- The paper introduces a dual-stream framework that jointly synthesizes video and action trajectories using flow-matching-based denoising.
- It employs a diffusion transformer video stream and a modified 1D U-Net action stream to achieve strict temporal and semantic coherence.
- Experimental results show that VAG pretraining boosts real-world robotic policy success rates by 20% compared to traditional two-stage methods.
VAG: Dual-Stream Video-Action Generation for Embodied Data Synthesis
Introduction and Motivation
Efficient scaling of robot foundation models is fundamentally constrained by the intensive data collection required for each new scenario or task. Although advances in visual world models have enabled high-fidelity video generation, the lack of paired action trajectories limits their direct applicability for policy learning in robotic systems. World-Action (WA) and two-stage paradigms attempt to bridge this gap, but exhibit shortcomings in cross-modal video–action alignment and efficiency. The proposed VAG framework addresses these issues by introducing a dual-stream, flow-matching-based approach for joint video and action synthesis conditioned on vision and language, enabling high-quality, synchronized, and policy-usable data generation.

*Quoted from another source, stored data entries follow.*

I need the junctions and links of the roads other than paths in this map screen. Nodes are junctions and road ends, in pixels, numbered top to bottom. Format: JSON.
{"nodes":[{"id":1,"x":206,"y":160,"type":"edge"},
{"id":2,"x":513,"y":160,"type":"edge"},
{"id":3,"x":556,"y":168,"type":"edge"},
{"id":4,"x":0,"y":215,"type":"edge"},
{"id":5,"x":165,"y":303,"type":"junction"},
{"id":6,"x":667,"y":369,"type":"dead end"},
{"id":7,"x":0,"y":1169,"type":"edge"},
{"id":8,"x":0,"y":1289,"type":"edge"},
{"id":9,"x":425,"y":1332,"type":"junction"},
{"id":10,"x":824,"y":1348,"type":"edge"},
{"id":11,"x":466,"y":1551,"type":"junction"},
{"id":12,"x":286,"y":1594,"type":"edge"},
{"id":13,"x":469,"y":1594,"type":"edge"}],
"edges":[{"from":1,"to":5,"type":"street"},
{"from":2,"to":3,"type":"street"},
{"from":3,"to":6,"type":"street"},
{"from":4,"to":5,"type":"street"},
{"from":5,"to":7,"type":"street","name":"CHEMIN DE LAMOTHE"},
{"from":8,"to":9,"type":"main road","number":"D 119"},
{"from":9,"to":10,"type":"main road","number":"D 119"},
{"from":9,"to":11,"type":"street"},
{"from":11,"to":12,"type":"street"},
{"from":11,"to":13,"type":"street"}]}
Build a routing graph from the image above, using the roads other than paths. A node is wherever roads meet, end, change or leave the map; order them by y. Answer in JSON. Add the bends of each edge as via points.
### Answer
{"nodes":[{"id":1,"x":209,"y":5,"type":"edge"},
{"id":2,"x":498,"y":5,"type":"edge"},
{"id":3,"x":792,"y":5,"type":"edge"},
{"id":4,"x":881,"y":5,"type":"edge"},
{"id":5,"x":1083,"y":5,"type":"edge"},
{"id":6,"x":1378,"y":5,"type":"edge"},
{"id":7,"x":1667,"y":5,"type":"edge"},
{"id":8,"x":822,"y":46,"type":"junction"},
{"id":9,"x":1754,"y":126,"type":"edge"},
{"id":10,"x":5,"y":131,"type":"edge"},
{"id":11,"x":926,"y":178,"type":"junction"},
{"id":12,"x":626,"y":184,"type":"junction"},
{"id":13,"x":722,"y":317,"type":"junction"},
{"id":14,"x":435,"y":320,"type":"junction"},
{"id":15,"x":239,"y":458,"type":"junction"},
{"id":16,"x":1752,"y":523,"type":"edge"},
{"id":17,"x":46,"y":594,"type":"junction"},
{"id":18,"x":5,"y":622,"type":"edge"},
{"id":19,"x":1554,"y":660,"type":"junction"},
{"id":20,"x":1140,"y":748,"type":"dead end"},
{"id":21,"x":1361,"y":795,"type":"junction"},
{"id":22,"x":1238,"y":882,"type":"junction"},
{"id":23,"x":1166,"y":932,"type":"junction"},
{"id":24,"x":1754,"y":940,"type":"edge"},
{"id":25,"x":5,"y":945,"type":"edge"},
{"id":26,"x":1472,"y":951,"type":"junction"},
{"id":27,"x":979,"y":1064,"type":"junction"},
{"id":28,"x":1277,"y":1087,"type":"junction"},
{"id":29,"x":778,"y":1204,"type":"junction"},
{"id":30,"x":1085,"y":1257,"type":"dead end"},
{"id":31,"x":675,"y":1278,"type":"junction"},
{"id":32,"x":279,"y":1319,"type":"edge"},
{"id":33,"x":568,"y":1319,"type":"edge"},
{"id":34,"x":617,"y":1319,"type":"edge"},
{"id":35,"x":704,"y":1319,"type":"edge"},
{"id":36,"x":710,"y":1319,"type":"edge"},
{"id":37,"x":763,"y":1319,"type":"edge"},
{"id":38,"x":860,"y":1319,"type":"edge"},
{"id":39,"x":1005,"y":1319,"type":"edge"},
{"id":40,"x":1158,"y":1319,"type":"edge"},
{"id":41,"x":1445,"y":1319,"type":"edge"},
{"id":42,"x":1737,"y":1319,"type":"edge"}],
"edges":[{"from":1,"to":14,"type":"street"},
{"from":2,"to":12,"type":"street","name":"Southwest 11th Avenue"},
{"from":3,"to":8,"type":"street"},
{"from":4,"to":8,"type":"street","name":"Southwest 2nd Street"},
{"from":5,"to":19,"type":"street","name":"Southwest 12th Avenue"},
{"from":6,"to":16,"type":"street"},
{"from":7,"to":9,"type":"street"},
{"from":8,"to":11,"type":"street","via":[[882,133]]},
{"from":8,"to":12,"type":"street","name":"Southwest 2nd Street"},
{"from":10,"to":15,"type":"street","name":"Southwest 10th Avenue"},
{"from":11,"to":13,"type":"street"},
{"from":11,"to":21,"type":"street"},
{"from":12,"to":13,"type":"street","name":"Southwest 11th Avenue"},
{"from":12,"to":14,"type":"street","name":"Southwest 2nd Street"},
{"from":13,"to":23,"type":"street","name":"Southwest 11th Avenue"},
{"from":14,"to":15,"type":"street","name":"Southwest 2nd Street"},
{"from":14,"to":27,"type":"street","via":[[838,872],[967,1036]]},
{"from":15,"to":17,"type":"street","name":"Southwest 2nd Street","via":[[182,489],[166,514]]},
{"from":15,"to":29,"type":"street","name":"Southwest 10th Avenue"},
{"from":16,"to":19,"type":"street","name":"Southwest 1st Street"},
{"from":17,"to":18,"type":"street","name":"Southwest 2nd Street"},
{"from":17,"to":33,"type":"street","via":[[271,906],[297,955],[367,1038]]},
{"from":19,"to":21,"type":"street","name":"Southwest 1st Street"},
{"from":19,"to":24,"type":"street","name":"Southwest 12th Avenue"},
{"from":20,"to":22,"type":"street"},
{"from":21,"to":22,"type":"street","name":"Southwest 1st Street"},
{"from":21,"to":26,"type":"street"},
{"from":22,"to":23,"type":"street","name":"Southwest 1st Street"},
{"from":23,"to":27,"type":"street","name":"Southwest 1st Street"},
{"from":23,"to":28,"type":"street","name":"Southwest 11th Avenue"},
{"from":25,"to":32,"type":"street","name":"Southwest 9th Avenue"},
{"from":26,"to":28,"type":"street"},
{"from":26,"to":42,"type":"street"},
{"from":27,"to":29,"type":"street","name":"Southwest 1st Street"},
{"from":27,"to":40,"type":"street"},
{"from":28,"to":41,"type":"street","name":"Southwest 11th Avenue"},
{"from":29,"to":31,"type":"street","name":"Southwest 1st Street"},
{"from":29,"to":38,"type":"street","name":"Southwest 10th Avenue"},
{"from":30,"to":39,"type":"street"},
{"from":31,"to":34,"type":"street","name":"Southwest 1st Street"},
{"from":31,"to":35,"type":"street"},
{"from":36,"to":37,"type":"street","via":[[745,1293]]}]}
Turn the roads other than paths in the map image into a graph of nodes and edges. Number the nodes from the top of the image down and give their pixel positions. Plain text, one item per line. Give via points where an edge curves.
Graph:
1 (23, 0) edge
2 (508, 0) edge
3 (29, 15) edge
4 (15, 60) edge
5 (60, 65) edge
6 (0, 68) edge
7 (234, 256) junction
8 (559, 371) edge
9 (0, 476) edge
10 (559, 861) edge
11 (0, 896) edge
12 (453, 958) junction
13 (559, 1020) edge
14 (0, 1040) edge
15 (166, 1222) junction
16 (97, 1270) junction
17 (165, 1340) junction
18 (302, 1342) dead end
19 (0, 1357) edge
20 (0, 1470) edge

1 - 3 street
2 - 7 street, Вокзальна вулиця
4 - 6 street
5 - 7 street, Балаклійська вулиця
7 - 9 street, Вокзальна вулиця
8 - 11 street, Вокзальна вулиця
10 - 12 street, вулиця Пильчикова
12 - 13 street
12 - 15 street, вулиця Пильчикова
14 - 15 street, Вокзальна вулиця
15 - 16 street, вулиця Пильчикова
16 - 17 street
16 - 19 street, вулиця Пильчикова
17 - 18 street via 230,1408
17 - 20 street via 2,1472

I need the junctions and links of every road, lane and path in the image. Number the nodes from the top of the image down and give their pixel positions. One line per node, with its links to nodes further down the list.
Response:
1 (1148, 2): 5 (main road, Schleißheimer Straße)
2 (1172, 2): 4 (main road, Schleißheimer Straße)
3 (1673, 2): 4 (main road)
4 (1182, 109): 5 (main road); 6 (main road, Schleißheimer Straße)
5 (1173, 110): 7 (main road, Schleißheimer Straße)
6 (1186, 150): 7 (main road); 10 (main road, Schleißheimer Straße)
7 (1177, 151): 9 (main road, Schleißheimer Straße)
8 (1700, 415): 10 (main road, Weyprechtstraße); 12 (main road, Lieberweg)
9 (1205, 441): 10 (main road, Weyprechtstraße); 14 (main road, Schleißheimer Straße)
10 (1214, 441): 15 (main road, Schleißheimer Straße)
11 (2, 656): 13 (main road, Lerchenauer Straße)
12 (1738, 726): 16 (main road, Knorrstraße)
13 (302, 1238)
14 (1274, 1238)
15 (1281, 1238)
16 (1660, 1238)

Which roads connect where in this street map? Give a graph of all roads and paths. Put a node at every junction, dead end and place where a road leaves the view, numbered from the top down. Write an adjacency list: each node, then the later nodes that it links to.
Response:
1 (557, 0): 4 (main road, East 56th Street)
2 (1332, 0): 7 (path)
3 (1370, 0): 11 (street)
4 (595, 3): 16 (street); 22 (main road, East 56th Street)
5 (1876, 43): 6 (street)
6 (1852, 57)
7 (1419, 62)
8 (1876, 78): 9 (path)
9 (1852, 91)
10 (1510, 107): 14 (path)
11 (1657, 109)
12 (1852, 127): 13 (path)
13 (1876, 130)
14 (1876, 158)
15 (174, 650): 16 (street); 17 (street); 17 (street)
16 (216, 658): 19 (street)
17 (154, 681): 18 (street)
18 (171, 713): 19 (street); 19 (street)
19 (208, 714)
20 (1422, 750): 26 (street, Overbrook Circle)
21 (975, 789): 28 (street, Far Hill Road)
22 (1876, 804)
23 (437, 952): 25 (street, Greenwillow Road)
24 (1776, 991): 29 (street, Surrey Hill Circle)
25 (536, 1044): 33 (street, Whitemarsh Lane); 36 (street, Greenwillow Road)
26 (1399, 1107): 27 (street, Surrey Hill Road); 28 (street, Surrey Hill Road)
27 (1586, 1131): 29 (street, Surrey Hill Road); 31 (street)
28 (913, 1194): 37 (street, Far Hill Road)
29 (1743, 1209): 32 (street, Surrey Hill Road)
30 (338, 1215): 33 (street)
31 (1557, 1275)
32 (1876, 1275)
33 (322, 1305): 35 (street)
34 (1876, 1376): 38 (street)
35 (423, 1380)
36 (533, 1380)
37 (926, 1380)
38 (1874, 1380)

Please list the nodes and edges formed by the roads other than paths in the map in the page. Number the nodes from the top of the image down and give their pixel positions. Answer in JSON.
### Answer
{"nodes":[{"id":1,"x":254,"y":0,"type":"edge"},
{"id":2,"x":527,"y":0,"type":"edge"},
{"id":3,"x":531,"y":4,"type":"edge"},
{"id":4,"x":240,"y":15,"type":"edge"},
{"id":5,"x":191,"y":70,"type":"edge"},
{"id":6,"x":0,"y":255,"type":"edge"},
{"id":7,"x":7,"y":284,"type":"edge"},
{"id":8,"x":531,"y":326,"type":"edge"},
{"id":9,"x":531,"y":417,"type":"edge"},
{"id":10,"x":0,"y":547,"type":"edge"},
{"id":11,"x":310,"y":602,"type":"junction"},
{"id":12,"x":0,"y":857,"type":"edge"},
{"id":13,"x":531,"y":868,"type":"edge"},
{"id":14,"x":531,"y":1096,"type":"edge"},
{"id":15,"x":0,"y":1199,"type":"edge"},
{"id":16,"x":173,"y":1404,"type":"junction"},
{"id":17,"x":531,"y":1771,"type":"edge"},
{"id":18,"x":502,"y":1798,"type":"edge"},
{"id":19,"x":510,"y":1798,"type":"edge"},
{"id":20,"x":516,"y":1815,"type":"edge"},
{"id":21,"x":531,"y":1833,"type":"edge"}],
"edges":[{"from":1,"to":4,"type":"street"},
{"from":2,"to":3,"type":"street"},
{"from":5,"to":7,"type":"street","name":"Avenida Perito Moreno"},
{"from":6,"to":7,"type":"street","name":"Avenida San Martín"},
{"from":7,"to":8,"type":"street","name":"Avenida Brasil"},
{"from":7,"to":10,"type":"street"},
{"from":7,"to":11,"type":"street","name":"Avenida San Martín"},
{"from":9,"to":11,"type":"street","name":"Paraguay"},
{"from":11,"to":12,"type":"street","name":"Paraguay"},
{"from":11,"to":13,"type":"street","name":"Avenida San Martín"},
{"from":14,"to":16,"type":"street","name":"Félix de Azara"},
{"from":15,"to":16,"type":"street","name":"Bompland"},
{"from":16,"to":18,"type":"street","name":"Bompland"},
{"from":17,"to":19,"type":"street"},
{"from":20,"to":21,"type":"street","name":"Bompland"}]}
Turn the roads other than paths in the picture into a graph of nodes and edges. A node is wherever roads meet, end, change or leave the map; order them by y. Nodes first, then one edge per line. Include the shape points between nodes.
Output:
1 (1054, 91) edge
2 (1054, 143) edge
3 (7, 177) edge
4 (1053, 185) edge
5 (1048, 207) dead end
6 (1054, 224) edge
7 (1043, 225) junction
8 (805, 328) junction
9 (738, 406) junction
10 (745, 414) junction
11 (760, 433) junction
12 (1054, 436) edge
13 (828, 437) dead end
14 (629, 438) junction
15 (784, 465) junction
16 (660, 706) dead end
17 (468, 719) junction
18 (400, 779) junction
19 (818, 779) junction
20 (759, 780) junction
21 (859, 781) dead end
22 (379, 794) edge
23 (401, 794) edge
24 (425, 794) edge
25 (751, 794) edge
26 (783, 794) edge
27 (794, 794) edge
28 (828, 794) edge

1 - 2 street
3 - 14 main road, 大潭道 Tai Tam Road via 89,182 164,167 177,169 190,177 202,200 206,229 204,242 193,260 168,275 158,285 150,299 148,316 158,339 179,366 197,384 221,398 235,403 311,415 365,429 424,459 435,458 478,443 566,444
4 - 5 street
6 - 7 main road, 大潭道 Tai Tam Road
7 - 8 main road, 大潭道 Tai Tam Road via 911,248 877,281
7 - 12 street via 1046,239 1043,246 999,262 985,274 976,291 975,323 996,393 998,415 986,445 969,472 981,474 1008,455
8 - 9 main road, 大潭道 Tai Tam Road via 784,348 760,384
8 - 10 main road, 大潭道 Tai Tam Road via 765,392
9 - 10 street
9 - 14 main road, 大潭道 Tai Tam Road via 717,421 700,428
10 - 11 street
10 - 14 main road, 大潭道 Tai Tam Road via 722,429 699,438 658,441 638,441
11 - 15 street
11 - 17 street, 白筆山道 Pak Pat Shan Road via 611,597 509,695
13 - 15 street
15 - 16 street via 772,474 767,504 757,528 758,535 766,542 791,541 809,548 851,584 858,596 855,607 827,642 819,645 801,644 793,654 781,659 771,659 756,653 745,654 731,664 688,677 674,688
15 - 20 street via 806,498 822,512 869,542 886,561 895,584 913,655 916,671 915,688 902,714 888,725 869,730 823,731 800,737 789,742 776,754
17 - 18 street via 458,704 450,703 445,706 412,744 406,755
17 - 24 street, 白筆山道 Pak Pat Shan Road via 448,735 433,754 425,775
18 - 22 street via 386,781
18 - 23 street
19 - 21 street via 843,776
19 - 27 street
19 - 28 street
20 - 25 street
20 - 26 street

Figure 1: VAG’s capabilities: training on teleoperation, joint video–action trajectory generation from an initial frame and instruction, synthetic policy training data, and real-world robot execution as a policy.
Methodology
Flow-Matching Dual-Stream Architecture
VAG leverages a dual-branch generative architecture with perfectly synchronized denoising via flow matching. The video stream, inherited from Cosmos-Predict2, predicts temporally coherent video conditioned on an initial frame and language instruction, using diffusion transformer-based denoising in the latent space. The language embedding is encoded via T5-XXL and added through cross-attention, and classifier-free guidance enhances text-video alignment.
Simultaneously, the action stream generates action sequences by conditioning on an adaptive 3D pooled global latent embedding from the video branch. This global condition, produced by non-parametric pooling across all visual spatiotemporal tokens, injects compact yet meaningful trajectory-level video context into the action denoiser. The action denoiser is a modified 1D U-Net from Diffusion Policy. This tightly-coupled joint denoising facilitates strict temporal and semantic coherence between generated video and actions, circumventing the cross-modal mismatch and error accumulation seen in two-stage approaches.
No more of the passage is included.